Bronchiolitis
A viral infection of the smallest airways in infants that causes widespread small-airway obstruction and feeding difficulty; management is supportive because the pathology is mechanical mucosal swelling, not something a drug reverses.
In a nutshell
RSV inflames the bronchioles of an infant whose airways are already about a millimetre wide, so mucosal oedema and sloughed debris (not bronchospasm) obstruct them. Air trapping follows, and a baby too breathless to feed. There is nothing to reverse pharmacologically, so care is supportive.
Classic presentation
An infant under one year, in winter, with a few days of coryza followed by cough, tachypnoea, widespread wheeze and fine crackles, now feeding poorly.
Key points
- The obstruction is mucosal swelling and debris inside a tiny airway. A small amount of swelling collapses airflow, so the infant's airway calibre is the whole disease.

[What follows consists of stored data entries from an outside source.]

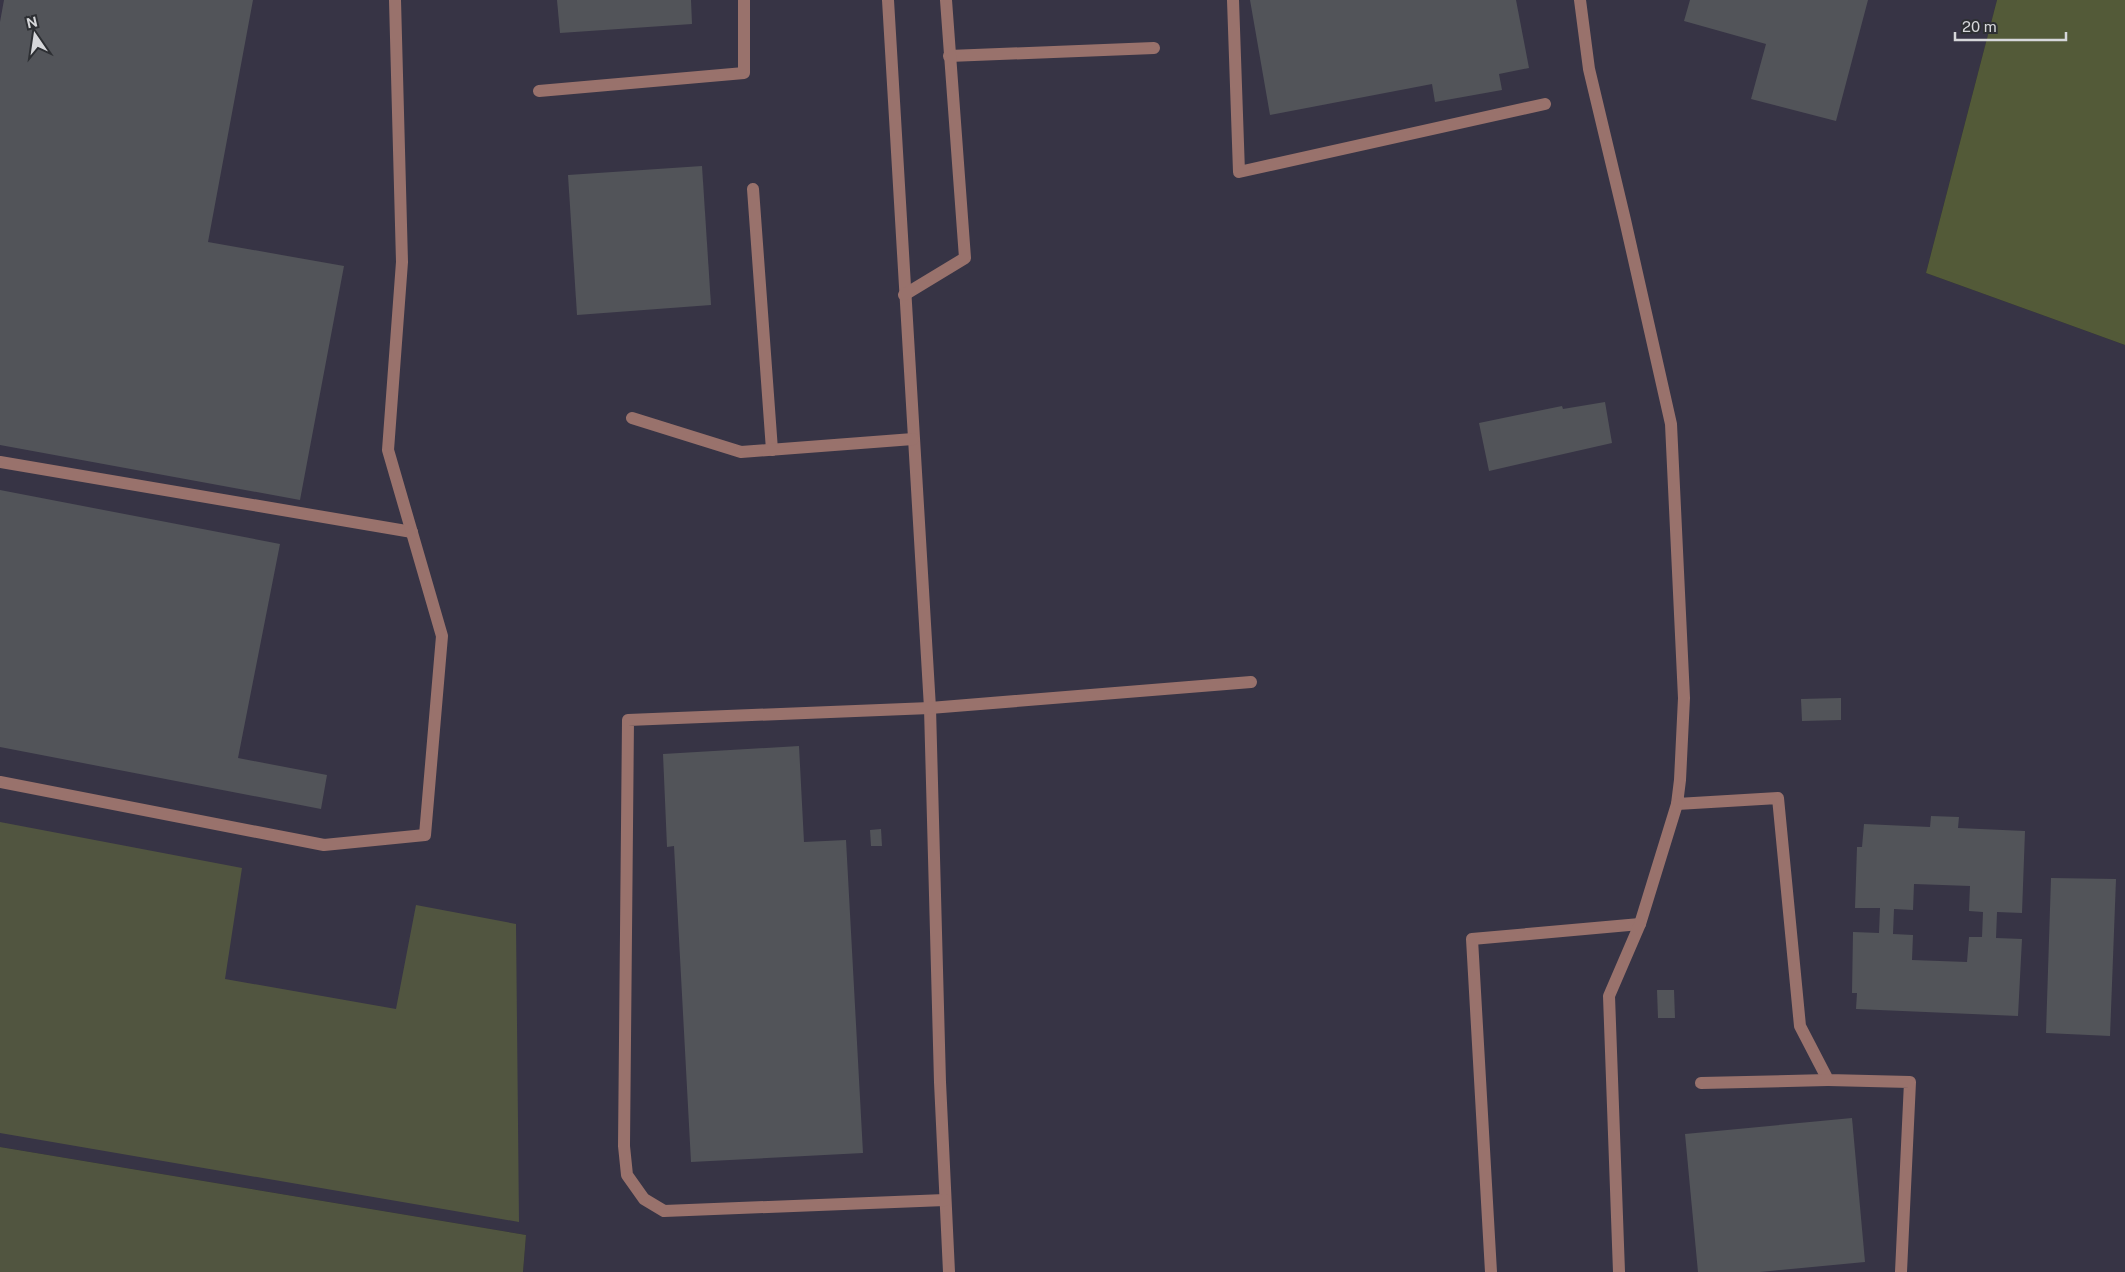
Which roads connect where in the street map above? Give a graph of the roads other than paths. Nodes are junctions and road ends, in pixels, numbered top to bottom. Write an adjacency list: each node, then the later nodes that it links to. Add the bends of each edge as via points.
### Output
1 (395, 0): 17 (street, via 402,262 388,450)
2 (744, 0): 9 (street, via 744,73)
3 (888, 0): 12 (street)
4 (946, 0): 8 (street)
5 (1233, 0): 10 (street, via 1239,172)
6 (1580, 0): 21 (street, via 1589,69 1671,424 1684,698)
7 (1154, 48): 8 (street)
8 (949, 56): 12 (street, via 965,258)
9 (538, 91)
10 (1544, 104)
11 (753, 189): 15 (street)
12 (904, 295): 14 (street)
13 (632, 418): 15 (street, via 742,452)
14 (914, 439): 15 (street); 19 (street)
15 (772, 450)
16 (0, 462): 17 (street)
17 (412, 532): 20 (street, via 442,636 425,834 324,845)
18 (1250, 682): 19 (street)
19 (930, 708): 25 (street); 25 (street, via 628,720 624,1146 627,1175 644,1199 664,1211)
20 (0, 782)
21 (1677, 804): 22 (street); 23 (street, via 1778,798 1800,1026)
22 (1640, 924): 27 (street, via 1472,939); 28 (street, via 1609,996)
23 (1828, 1080): 24 (street); 29 (street, via 1910,1082)
24 (1700, 1083)
25 (945, 1200): 26 (street)
26 (949, 1272)
27 (1491, 1272)
28 (1619, 1272)
29 (1902, 1272)

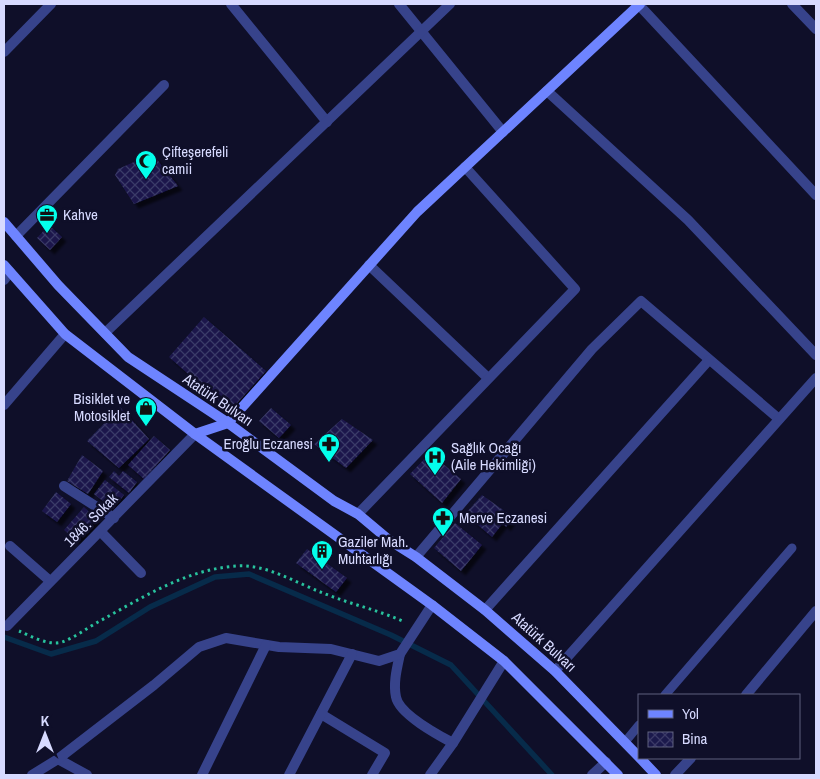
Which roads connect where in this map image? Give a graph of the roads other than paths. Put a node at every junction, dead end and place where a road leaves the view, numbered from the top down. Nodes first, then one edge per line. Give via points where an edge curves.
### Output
1 (51, 4) edge
2 (230, 4) edge
3 (399, 4) edge
4 (450, 4) edge
5 (639, 4) edge
6 (792, 4) edge
7 (816, 30) edge
8 (422, 32) junction
9 (4, 52) edge
10 (164, 85) dead end
11 (547, 91) junction
12 (327, 122) junction
13 (503, 132) junction
14 (466, 167) junction
15 (816, 195) edge
16 (4, 222) edge
17 (16, 236) junction
18 (369, 265) junction
19 (6, 272) edge
20 (105, 333) junction
21 (65, 334) junction
22 (815, 349) edge
23 (709, 360) junction
24 (488, 378) junction
25 (816, 378) edge
26 (4, 405) edge
27 (779, 420) junction
28 (228, 423) junction
29 (195, 434) junction
30 (64, 486) dead end
31 (358, 514) junction
32 (114, 518) junction
33 (101, 532) junction
34 (10, 546) dead end
35 (792, 548) dead end
36 (416, 557) junction
37 (141, 573) dead end
38 (50, 581) junction
39 (432, 605) junction
40 (485, 610) junction
41 (816, 611) edge
42 (7, 626) road end
43 (266, 645) junction
44 (402, 652) junction
45 (352, 654) junction
46 (504, 661) junction
47 (555, 671) junction
48 (666, 694) edge
49 (747, 694) edge
50 (321, 714) junction
51 (638, 726) edge
52 (625, 742) junction
53 (453, 743) junction
54 (638, 756) edge
55 (58, 758) junction
56 (641, 759) edge
57 (690, 759) edge
58 (606, 762) junction
59 (32, 775) edge
60 (87, 775) edge
61 (202, 775) edge
62 (289, 775) edge
63 (372, 775) edge
64 (430, 775) edge
65 (592, 775) edge
66 (618, 775) edge
67 (656, 775) edge
68 (675, 775) edge

1 - 9 street
2 - 12 street
3 - 8 street
4 - 8 street
5 - 11 main road
5 - 15 street
6 - 7 street
8 - 12 street
8 - 13 street
10 - 17 street
11 - 13 main road
11 - 22 street via 688,220
12 - 20 street
13 - 14 main road
14 - 18 main road via 417,212
14 - 24 street via 574,289
16 - 17 main road, Atatürk Bulvarı
17 - 20 main road, Atatürk Bulvarı
18 - 24 street
18 - 28 main road
19 - 21 main road
20 - 28 main road, Atatürk Bulvarı via 128,357
21 - 26 street
21 - 29 main road
23 - 27 street
23 - 36 street via 641,301 592,349
23 - 40 street
24 - 31 street
25 - 27 street
27 - 47 street
28 - 29 main road
28 - 31 main road, Atatürk Bulvarı via 334,501
29 - 32 street, 1846. Sokak
29 - 39 main road
30 - 32 street
31 - 36 main road, Atatürk Bulvarı
32 - 33 street, 1846. Sokak
33 - 37 street
33 - 38 street, 1846. Sokak
34 - 38 street
35 - 48 lane
36 - 40 main road, Atatürk Bulvarı
38 - 42 street, 1846. Sokak
39 - 44 street
39 - 46 main road
40 - 47 main road, Atatürk Bulvarı
41 - 49 street
43 - 45 street via 331,649
43 - 55 street via 226,638 199,646 154,685
43 - 61 street
44 - 45 street via 379,661
44 - 53 street via 396,674 396,697 400,708
45 - 50 street
46 - 53 street
46 - 58 main road
47 - 52 main road, Atatürk Bulvarı
50 - 62 street
50 - 63 street via 385,754
51 - 52 lane
52 - 54 main road, Atatürk Bulvarı
53 - 64 street
55 - 59 street
55 - 60 street
56 - 67 main road, Atatürk Bulvarı
57 - 68 street
58 - 65 street
58 - 66 main road

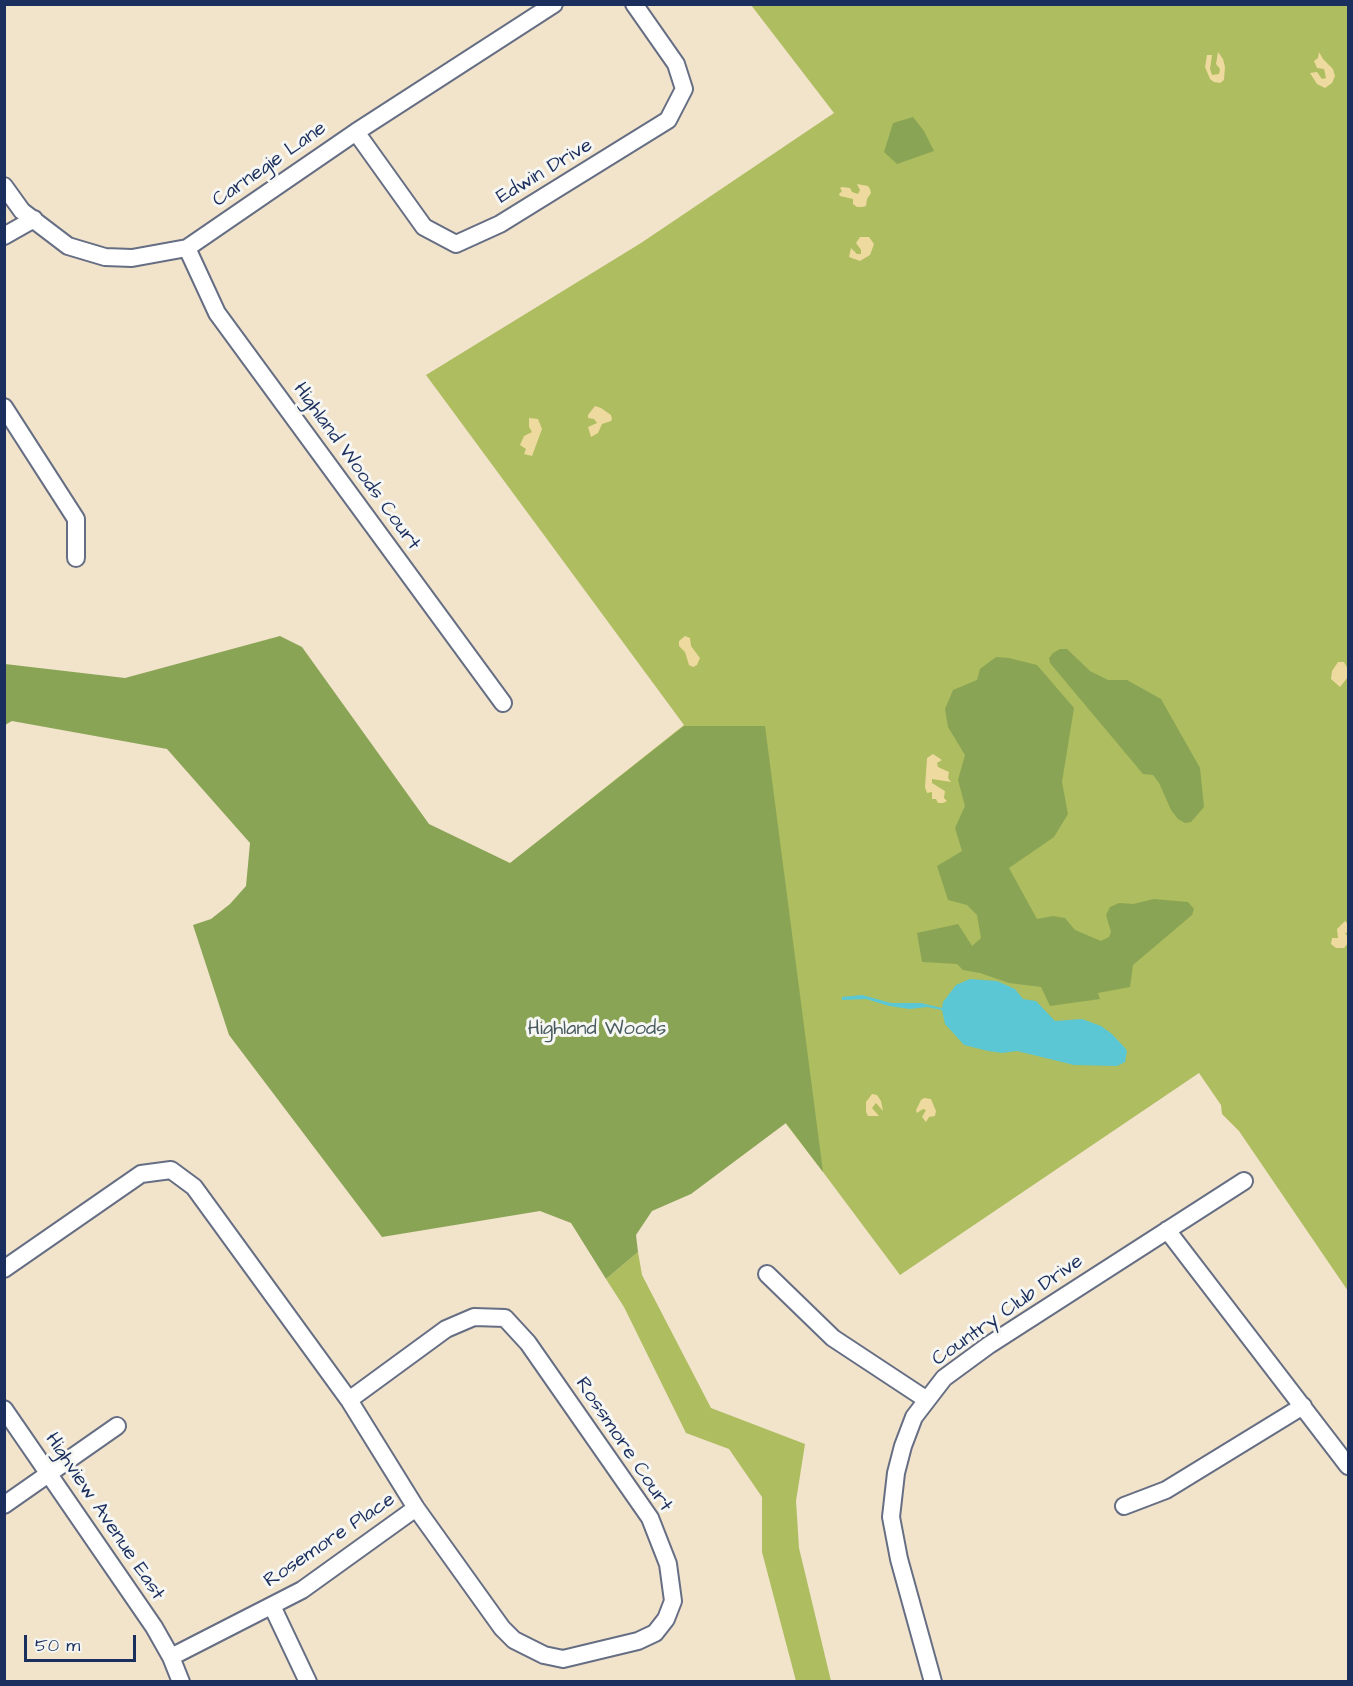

- Partially obstructed bronchioles act as one-way valves: air enters on inspiration and is trapped on expiration. Hence hyperinflation, widespread wheeze and fine inspiratory crackles.
- Feeding is the clinical readout. An infant cannot suck and breathe hard at the same time, so intake measures respiratory effort better than any single number.
- Bronchodilators, corticosteroids and antibiotics do not change the course: infant bronchioles have little smooth muscle to relax, and this is not a bacterial infection.
- Apnoea is a recognised presentation, particularly in young or ex-premature infants, and may come before obvious respiratory distress.
- It is a clinical diagnosis. Pulse oximetry guides oxygen and admission; viral testing is for cohorting, not for treatment decisions.
First-line investigation
None routinely: the diagnosis is clinical. Pulse oximetry detects the hypoxia from ventilation-perfusion mismatch and guides oxygen and admission.
First-line management
Supportive care: minimal handling, nasal suction if secretions block feeding, oxygen for hypoxia, and nasogastric or intravenous fluids if the infant cannot feed.
Exam traps
- Salbutamol is the wrong answer. Wheeze in an infant with bronchiolitis is not bronchospasm.
- A tiring infant's respiratory rate falls before they decompensate. A settling rate with worsening effort is deterioration, not improvement.
- Apnoea can be the presenting feature in a young or ex-premature infant, with little else to find on examination.
Educational content pending clinical review. Not medical advice.